__Task statement__
Copy out the entries exactly, and wherever a picture appears, leave it out.

__Entries provided__
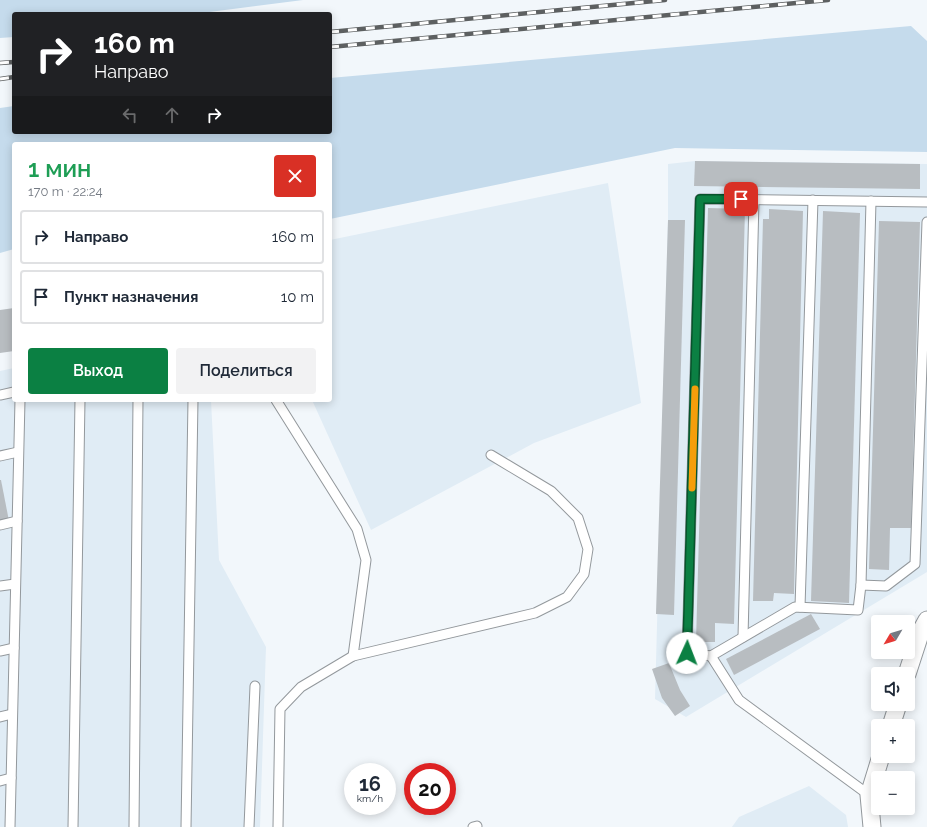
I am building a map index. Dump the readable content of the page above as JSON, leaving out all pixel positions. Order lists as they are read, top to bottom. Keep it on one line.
{"north":"bottom left","page":{"turn":["160 m","Направо"],"heading":["1 мин","170 m · 22:24"],"list":[{"name":"Направо","value":"160 m"},{"name":"Пункт назначения","value":"10 m"}],"buttons":["Выход","Поделиться"],"map_buttons":["+","−"],"speed":"16 km/h","limit":"20"}}
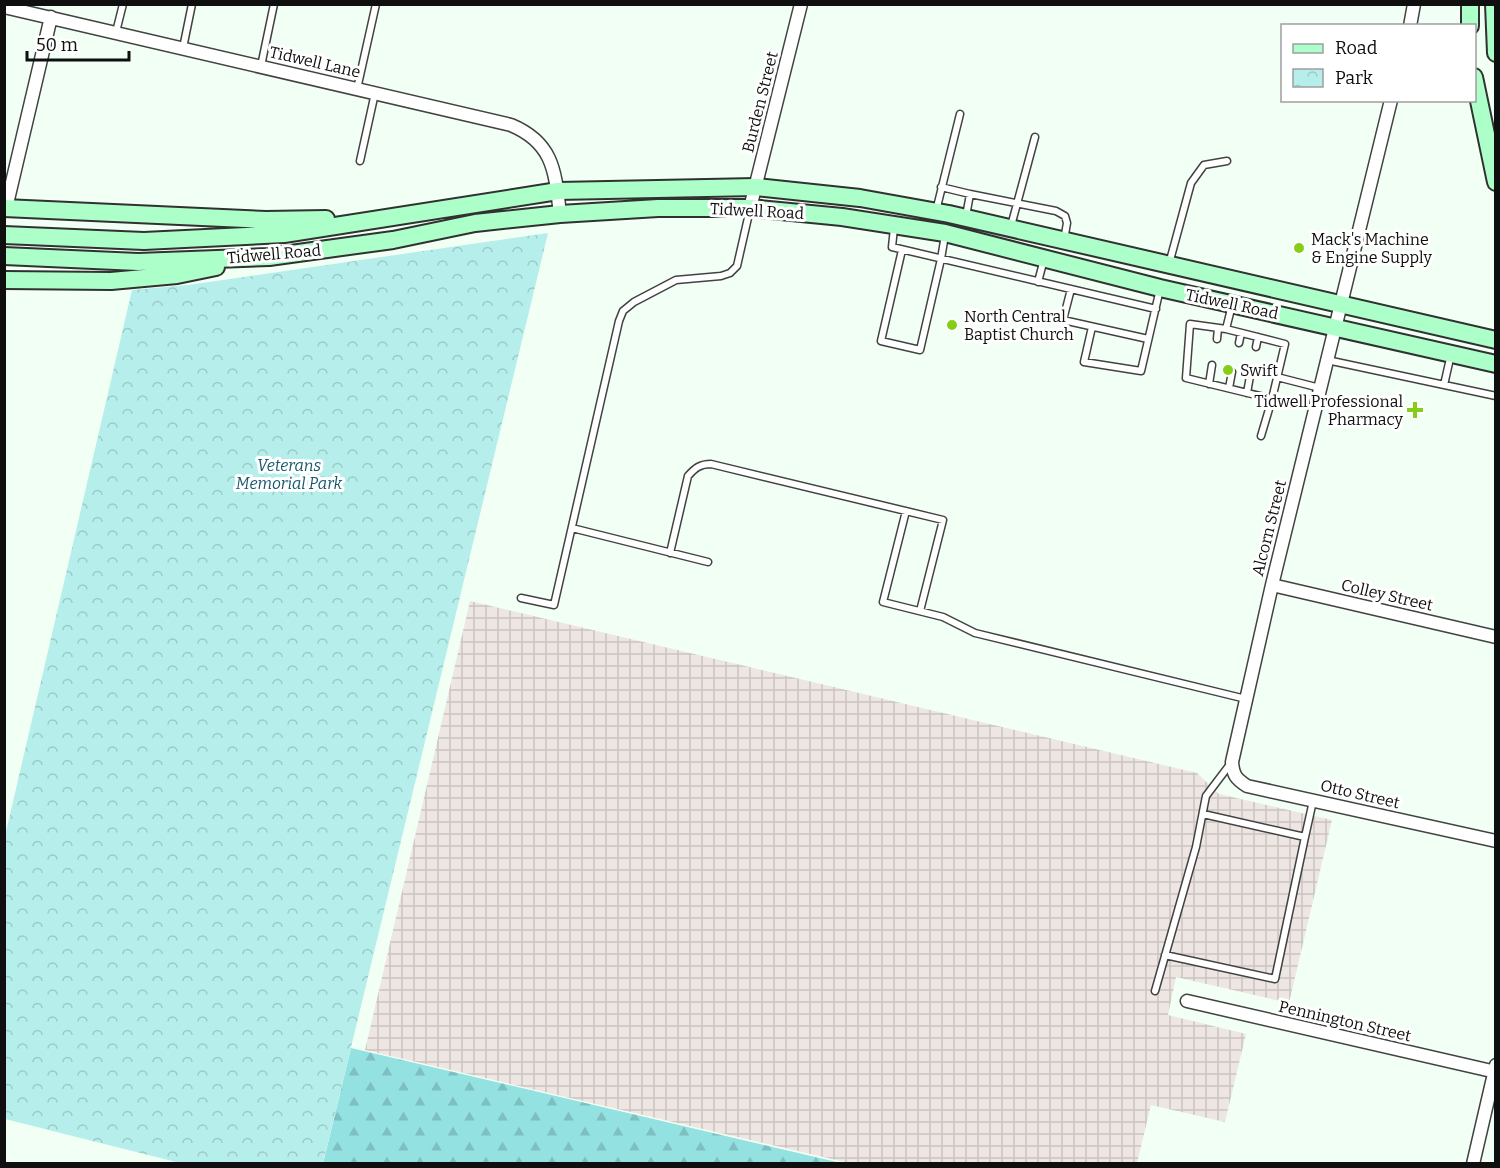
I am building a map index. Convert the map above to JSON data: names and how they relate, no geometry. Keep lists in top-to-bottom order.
{
  "streets": {
    "main road": ["Tidwell Road"],
    "street": [
      "Tidwell Lane",
      "Burden Street",
      "Alcorn Street",
      "Colley Street",
      "Otto Street",
      "Pennington Street"
    ]
  },
  "crossings": [
    ["Tidwell Lane", "Tidwell Road"],
    ["Burden Street", "Tidwell Road"],
    ["Tidwell Road", "Alcorn Street"],
    ["Alcorn Street", "Colley Street"],
    ["Alcorn Street", "Otto Street"]
  ],
  "parks": ["Veterans Memorial Park"],
  "places": {
    "other": ["Mack's Machine & Engine Supply", "North Central Baptist Church", "Swift"],
    "health": ["Tidwell Professional Pharmacy"]
  },
  "legend": ["Road", "Park"],
  "scale_bar": "50 m"
}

__Solution for this problem__
I am building a map index. Dump the readable content of the page above as JSON, leaving out all pixel positions. Order lists as they are read, top to bottom. Keep it on one line.
{"north":"bottom left","page":{"turn":["160 m","Направо"],"heading":["1 мин","170 m · 22:24"],"list":[{"name":"Направо","value":"160 m"},{"name":"Пункт назначения","value":"10 m"}],"buttons":["Выход","Поделиться"],"map_buttons":["+","−"],"speed":"16 km/h","limit":"20"}}
I am building a map index. Convert the map above to JSON data: names and how they relate, no geometry. Keep lists in top-to-bottom order.
{
  "streets": {
    "main road": ["Tidwell Road"],
    "street": [
      "Tidwell Lane",
      "Burden Street",
      "Alcorn Street",
      "Colley Street",
      "Otto Street",
      "Pennington Street"
    ]
  },
  "crossings": [
    ["Tidwell Lane", "Tidwell Road"],
    ["Burden Street", "Tidwell Road"],
    ["Tidwell Road", "Alcorn Street"],
    ["Alcorn Street", "Colley Street"],
    ["Alcorn Street", "Otto Street"]
  ],
  "parks": ["Veterans Memorial Park"],
  "places": {
    "other": ["Mack's Machine & Engine Supply", "North Central Baptist Church", "Swift"],
    "health": ["Tidwell Professional Pharmacy"]
  },
  "legend": ["Road", "Park"],
  "scale_bar": "50 m"
}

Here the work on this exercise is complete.